Collected data entries:
·····

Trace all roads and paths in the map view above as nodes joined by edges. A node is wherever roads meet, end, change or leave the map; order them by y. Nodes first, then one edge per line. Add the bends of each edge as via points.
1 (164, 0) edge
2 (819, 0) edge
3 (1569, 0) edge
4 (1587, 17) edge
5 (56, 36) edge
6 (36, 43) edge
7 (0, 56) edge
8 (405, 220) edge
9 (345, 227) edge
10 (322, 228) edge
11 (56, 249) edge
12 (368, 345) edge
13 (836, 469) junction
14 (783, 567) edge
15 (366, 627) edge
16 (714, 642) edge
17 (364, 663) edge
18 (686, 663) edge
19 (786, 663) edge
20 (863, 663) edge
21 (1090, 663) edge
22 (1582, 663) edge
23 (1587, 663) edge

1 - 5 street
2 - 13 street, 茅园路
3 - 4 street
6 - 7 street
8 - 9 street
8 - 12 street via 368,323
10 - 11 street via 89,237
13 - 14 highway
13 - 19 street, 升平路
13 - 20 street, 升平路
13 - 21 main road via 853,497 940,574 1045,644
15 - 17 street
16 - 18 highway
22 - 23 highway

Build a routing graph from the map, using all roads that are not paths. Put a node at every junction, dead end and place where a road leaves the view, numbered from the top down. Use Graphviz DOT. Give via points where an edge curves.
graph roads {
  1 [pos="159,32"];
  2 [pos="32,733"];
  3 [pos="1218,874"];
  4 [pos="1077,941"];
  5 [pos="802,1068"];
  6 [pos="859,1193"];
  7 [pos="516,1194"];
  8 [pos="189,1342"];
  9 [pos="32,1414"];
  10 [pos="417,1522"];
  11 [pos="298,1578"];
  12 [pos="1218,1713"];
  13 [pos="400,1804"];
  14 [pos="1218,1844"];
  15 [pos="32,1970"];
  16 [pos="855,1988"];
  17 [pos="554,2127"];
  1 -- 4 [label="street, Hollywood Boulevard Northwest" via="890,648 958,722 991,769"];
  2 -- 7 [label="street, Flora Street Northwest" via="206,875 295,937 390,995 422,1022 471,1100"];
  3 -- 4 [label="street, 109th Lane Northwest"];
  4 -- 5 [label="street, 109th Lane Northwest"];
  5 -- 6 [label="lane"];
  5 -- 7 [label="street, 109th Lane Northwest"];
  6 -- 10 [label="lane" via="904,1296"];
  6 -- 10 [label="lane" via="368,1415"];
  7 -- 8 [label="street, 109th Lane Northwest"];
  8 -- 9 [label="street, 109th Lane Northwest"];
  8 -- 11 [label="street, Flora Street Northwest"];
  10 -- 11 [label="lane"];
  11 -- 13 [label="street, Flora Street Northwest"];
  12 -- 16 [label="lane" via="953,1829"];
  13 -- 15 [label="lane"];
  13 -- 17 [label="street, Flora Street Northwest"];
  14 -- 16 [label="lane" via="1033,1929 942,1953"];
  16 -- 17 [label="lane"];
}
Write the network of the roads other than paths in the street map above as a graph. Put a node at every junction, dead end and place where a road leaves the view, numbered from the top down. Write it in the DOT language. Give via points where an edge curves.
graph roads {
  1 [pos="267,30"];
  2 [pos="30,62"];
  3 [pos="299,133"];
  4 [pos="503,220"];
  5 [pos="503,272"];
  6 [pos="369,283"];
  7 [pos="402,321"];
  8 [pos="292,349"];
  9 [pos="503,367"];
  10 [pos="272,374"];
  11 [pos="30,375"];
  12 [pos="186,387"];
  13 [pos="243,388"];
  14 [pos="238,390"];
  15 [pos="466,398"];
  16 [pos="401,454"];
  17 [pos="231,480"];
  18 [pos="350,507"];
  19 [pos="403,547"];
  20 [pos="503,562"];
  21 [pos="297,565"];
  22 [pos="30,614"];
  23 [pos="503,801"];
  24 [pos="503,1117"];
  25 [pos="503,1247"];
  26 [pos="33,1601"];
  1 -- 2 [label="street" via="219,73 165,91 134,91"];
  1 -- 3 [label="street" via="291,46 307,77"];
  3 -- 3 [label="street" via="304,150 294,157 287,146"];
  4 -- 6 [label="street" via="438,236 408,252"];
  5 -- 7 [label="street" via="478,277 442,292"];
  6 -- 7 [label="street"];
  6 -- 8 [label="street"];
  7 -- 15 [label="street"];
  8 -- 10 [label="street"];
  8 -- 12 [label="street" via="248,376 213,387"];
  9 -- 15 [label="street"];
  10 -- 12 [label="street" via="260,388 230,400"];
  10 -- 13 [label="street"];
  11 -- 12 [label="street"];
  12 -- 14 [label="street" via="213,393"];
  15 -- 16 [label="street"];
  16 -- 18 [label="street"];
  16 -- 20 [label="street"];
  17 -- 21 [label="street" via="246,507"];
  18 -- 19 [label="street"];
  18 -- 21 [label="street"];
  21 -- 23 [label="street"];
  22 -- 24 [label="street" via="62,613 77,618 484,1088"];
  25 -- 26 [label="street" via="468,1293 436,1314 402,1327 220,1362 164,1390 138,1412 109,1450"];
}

·····

» **Assignment**: Your reply must be a faithful copy of each entry above.

» **Answer**:
Trace all roads and paths in the map view above as nodes joined by edges. A node is wherever roads meet, end, change or leave the map; order them by y. Nodes first, then one edge per line. Add the bends of each edge as via points.
1 (164, 0) edge
2 (819, 0) edge
3 (1569, 0) edge
4 (1587, 17) edge
5 (56, 36) edge
6 (36, 43) edge
7 (0, 56) edge
8 (405, 220) edge
9 (345, 227) edge
10 (322, 228) edge
11 (56, 249) edge
12 (368, 345) edge
13 (836, 469) junction
14 (783, 567) edge
15 (366, 627) edge
16 (714, 642) edge
17 (364, 663) edge
18 (686, 663) edge
19 (786, 663) edge
20 (863, 663) edge
21 (1090, 663) edge
22 (1582, 663) edge
23 (1587, 663) edge

1 - 5 street
2 - 13 street, 茅园路
3 - 4 street
6 - 7 street
8 - 9 street
8 - 12 street via 368,323
10 - 11 street via 89,237
13 - 14 highway
13 - 19 street, 升平路
13 - 20 street, 升平路
13 - 21 main road via 853,497 940,574 1045,644
15 - 17 street
16 - 18 highway
22 - 23 highway

Build a routing graph from the map, using all roads that are not paths. Put a node at every junction, dead end and place where a road leaves the view, numbered from the top down. Use Graphviz DOT. Give via points where an edge curves.
graph roads {
  1 [pos="159,32"];
  2 [pos="32,733"];
  3 [pos="1218,874"];
  4 [pos="1077,941"];
  5 [pos="802,1068"];
  6 [pos="859,1193"];
  7 [pos="516,1194"];
  8 [pos="189,1342"];
  9 [pos="32,1414"];
  10 [pos="417,1522"];
  11 [pos="298,1578"];
  12 [pos="1218,1713"];
  13 [pos="400,1804"];
  14 [pos="1218,1844"];
  15 [pos="32,1970"];
  16 [pos="855,1988"];
  17 [pos="554,2127"];
  1 -- 4 [label="street, Hollywood Boulevard Northwest" via="890,648 958,722 991,769"];
  2 -- 7 [label="street, Flora Street Northwest" via="206,875 295,937 390,995 422,1022 471,1100"];
  3 -- 4 [label="street, 109th Lane Northwest"];
  4 -- 5 [label="street, 109th Lane Northwest"];
  5 -- 6 [label="lane"];
  5 -- 7 [label="street, 109th Lane Northwest"];
  6 -- 10 [label="lane" via="904,1296"];
  6 -- 10 [label="lane" via="368,1415"];
  7 -- 8 [label="street, 109th Lane Northwest"];
  8 -- 9 [label="street, 109th Lane Northwest"];
  8 -- 11 [label="street, Flora Street Northwest"];
  10 -- 11 [label="lane"];
  11 -- 13 [label="street, Flora Street Northwest"];
  12 -- 16 [label="lane" via="953,1829"];
  13 -- 15 [label="lane"];
  13 -- 17 [label="street, Flora Street Northwest"];
  14 -- 16 [label="lane" via="1033,1929 942,1953"];
  16 -- 17 [label="lane"];
}
Write the network of the roads other than paths in the street map above as a graph. Put a node at every junction, dead end and place where a road leaves the view, numbered from the top down. Write it in the DOT language. Give via points where an edge curves.
graph roads {
  1 [pos="267,30"];
  2 [pos="30,62"];
  3 [pos="299,133"];
  4 [pos="503,220"];
  5 [pos="503,272"];
  6 [pos="369,283"];
  7 [pos="402,321"];
  8 [pos="292,349"];
  9 [pos="503,367"];
  10 [pos="272,374"];
  11 [pos="30,375"];
  12 [pos="186,387"];
  13 [pos="243,388"];
  14 [pos="238,390"];
  15 [pos="466,398"];
  16 [pos="401,454"];
  17 [pos="231,480"];
  18 [pos="350,507"];
  19 [pos="403,547"];
  20 [pos="503,562"];
  21 [pos="297,565"];
  22 [pos="30,614"];
  23 [pos="503,801"];
  24 [pos="503,1117"];
  25 [pos="503,1247"];
  26 [pos="33,1601"];
  1 -- 2 [label="street" via="219,73 165,91 134,91"];
  1 -- 3 [label="street" via="291,46 307,77"];
  3 -- 3 [label="street" via="304,150 294,157 287,146"];
  4 -- 6 [label="street" via="438,236 408,252"];
  5 -- 7 [label="street" via="478,277 442,292"];
  6 -- 7 [label="street"];
  6 -- 8 [label="street"];
  7 -- 15 [label="street"];
  8 -- 10 [label="street"];
  8 -- 12 [label="street" via="248,376 213,387"];
  9 -- 15 [label="street"];
  10 -- 12 [label="street" via="260,388 230,400"];
  10 -- 13 [label="street"];
  11 -- 12 [label="street"];
  12 -- 14 [label="street" via="213,393"];
  15 -- 16 [label="street"];
  16 -- 18 [label="street"];
  16 -- 20 [label="street"];
  17 -- 21 [label="street" via="246,507"];
  18 -- 19 [label="street"];
  18 -- 21 [label="street"];
  21 -- 23 [label="street"];
  22 -- 24 [label="street" via="62,613 77,618 484,1088"];
  25 -- 26 [label="street" via="468,1293 436,1314 402,1327 220,1362 164,1390 138,1412 109,1450"];
}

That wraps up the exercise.